Under the settlements, no state will receive less than 1% of the fund amount. The agreements were also modified to reflect the fact that some refiners have fewer stations in a particular state and that some marketers buy fuel on a non-temperature-corrected basis, or that the average fuel temperature is close to--or even below--the 60-degree-Fahrenheit standard.

To receive payments, a retailer or wholesaler must submit a written statement to the settlement administrator listing the states where he will install ATC or make disclosures about the temperature of motor fuel and the corresponding energy content.

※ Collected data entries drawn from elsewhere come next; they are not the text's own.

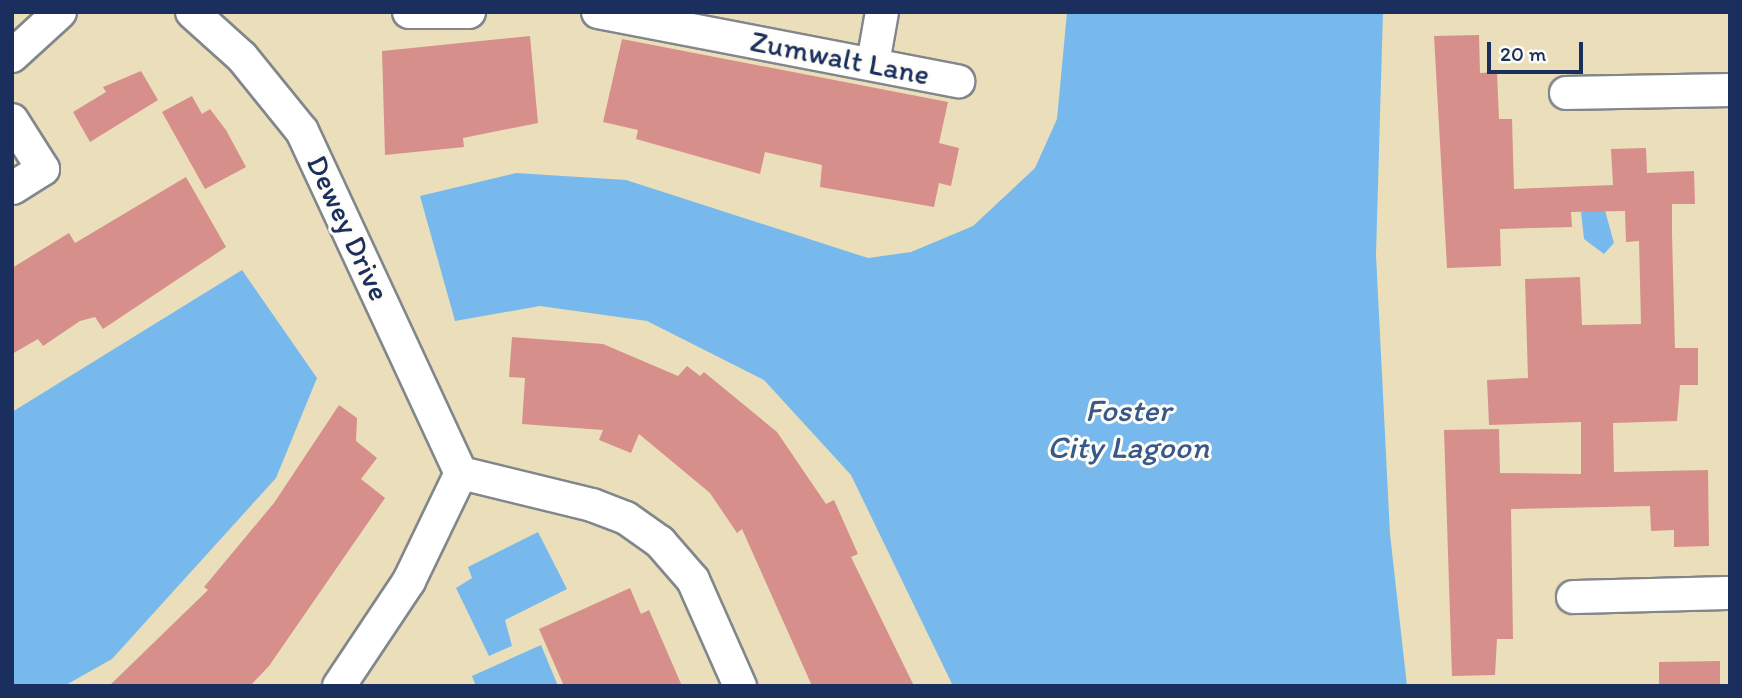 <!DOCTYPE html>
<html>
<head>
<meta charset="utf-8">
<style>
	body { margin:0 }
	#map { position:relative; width:1742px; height:698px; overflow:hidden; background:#eadfba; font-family:Itim,sans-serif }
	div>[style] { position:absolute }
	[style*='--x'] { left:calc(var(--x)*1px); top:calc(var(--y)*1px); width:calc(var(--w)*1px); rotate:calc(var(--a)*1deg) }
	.water>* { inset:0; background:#78b9ed }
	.building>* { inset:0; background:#d78f8b }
	.roads { filter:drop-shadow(2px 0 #82878c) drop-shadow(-2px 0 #82878c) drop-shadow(0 2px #82878c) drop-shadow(0 -2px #82878c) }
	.street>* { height:32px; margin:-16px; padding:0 16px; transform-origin:16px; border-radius:16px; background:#fff }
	span { translate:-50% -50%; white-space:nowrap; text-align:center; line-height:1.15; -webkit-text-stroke:6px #fdfcf7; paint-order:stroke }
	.street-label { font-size:30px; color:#1b2f5e }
	.water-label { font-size:32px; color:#375889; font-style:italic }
	.frame { position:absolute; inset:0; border:14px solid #1b2f5e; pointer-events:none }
	.scale { position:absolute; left:1487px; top:42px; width:96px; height:32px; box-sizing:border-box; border:4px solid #1b2f5e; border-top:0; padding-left:9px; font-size:21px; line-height:24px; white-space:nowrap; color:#1b2f5e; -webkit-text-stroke:5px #fdfcf7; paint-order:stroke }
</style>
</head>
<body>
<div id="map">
	<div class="water">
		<div style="clip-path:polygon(1067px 12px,1383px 12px,1376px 255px,1390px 534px,1407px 686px,953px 686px,851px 475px,764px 380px,647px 321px,540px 306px,455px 321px,420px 196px,516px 173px,626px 180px,868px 258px,911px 252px,973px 226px,1035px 168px,1057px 119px)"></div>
		<div style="clip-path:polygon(1604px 207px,1614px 243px,1604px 254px,1584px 239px,1581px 212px)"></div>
		<div style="clip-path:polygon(242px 270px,317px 378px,276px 478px,112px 659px,64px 686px,12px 686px,12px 412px)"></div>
		<div style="clip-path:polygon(538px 532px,567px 589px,505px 620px,512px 646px,489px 656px,456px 588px,472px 578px,468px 567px)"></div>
		<div style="clip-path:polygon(541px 645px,558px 686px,476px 686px,472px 676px)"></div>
	</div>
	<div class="building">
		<div style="clip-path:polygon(1479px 35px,1480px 73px,1497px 72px,1499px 119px,1512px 119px,1514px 189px,1613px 185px,1611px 149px,1646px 148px,1647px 173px,1694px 171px,1695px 204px,1672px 204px,1672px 234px,1675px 348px,1698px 348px,1698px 385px,1680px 385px,1677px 421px,1613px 423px,1614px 472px,1708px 470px,1709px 546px,1674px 547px,1674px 530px,1651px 531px,1650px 506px,1511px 509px,1513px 639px,1497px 639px,1495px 675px,1452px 676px,1444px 430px,1499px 429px,1500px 473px,1581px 474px,1581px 422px,1489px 425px,1487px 380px,1528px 378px,1525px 279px,1580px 277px,1582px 325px,1641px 324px,1639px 241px,1626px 242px,1625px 211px,1571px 212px,1572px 227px,1500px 229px,1501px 266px,1447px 268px,1434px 36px)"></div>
		<div style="clip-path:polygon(530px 36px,538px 123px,463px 138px,464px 147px,385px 155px,382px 51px)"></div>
		<div style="clip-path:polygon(622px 39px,948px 102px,939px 143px,959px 148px,951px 186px,939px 183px,934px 207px,820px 187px,822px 165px,765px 152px,760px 174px,636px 139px,638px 130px,603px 122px)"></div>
		<div style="clip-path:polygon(141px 71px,158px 100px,90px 142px,73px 112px,106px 92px,103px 87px)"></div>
		<div style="clip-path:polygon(192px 96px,202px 114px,210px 109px,226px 130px,246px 167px,205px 189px,162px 112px)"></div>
		<div style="clip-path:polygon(186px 177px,226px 247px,103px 329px,95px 317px,80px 321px,43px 346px,38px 339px,12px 354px,12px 268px,69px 233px,75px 243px)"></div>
		<div style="clip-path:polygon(512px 337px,603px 344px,678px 376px,687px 366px,700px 376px,704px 372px,777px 432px,826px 504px,834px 500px,858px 554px,851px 557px,914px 686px,812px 686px,742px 529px,737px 533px,710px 493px,639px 434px,631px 453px,599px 440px,603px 430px,522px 424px,525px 378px,509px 377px)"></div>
		<div style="clip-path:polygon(339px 405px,357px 418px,356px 441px,377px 458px,361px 479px,385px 498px,269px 666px,250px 686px,109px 686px,208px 590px,204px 587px,274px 503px)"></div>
		<div style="clip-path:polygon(630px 588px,641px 614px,649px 610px,682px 686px,564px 686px,539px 629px)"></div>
		<div style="clip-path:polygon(1720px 661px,1720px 686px,1659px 686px,1659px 662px)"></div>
	</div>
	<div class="roads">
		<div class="street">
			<div style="--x:192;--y:12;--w:67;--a:42"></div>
			<div style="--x:242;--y:57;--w:95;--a:51"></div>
			<div style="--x:302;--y:131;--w:377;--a:65.1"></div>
			<div style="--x:409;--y:12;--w:60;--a:0"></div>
			<div style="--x:598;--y:12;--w:367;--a:10.9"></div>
			<div style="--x:12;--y:56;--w:65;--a:-42.5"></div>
			<div style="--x:873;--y:63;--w:52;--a:-80"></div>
			<div style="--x:1566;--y:93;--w:164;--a:-1"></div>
			<div style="--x:12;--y:120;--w:58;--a:57.7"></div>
			<div style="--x:43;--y:169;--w:36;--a:148"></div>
			<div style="--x:461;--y:473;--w:135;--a:13.7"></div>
			<div style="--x:592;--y:505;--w:36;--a:21"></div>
			<div style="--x:626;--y:518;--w:42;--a:35.2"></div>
			<div style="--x:660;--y:542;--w:50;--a:49"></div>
			<div style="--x:693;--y:580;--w:116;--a:66.1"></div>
			<div style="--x:1573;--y:597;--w:157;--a:-1.5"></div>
			<div style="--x:339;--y:686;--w:126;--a:-56.3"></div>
			<div style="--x:409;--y:581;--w:120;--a:-64.3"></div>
		</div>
	</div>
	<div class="street-label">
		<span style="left:840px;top:58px;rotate:11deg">Zumwalt Lane</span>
		<span style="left:348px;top:228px;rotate:65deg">Dewey Drive</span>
	</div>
	<div class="water-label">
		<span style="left:1128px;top:429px">Foster<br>City Lagoon</span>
	</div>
	<div class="frame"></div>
	<div class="scale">20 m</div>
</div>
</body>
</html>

He must also say how much it will cost and provide the working he intends to use of any disclosures, and detail the authorization that he has received from the state's weights and measures department.

State weights and measures departments looking to collect from the fund must also tell the administrator how they have adopted regulations or authorized the use ATC and how they expect to use the money to implement the system.

To ensure that settlement money is available to eligible parties later in the settlement period, the fund administrator may not disburse more than 25% of the total amount of money in each of the first two years.

During the six years of litigation, more than 400 depositions were conducted, 25 experts were deposed and almost a terabyte--equivalent to 1,000 copies of the Encyclopedia Britannica--were produced in the discovery process, according to court documents.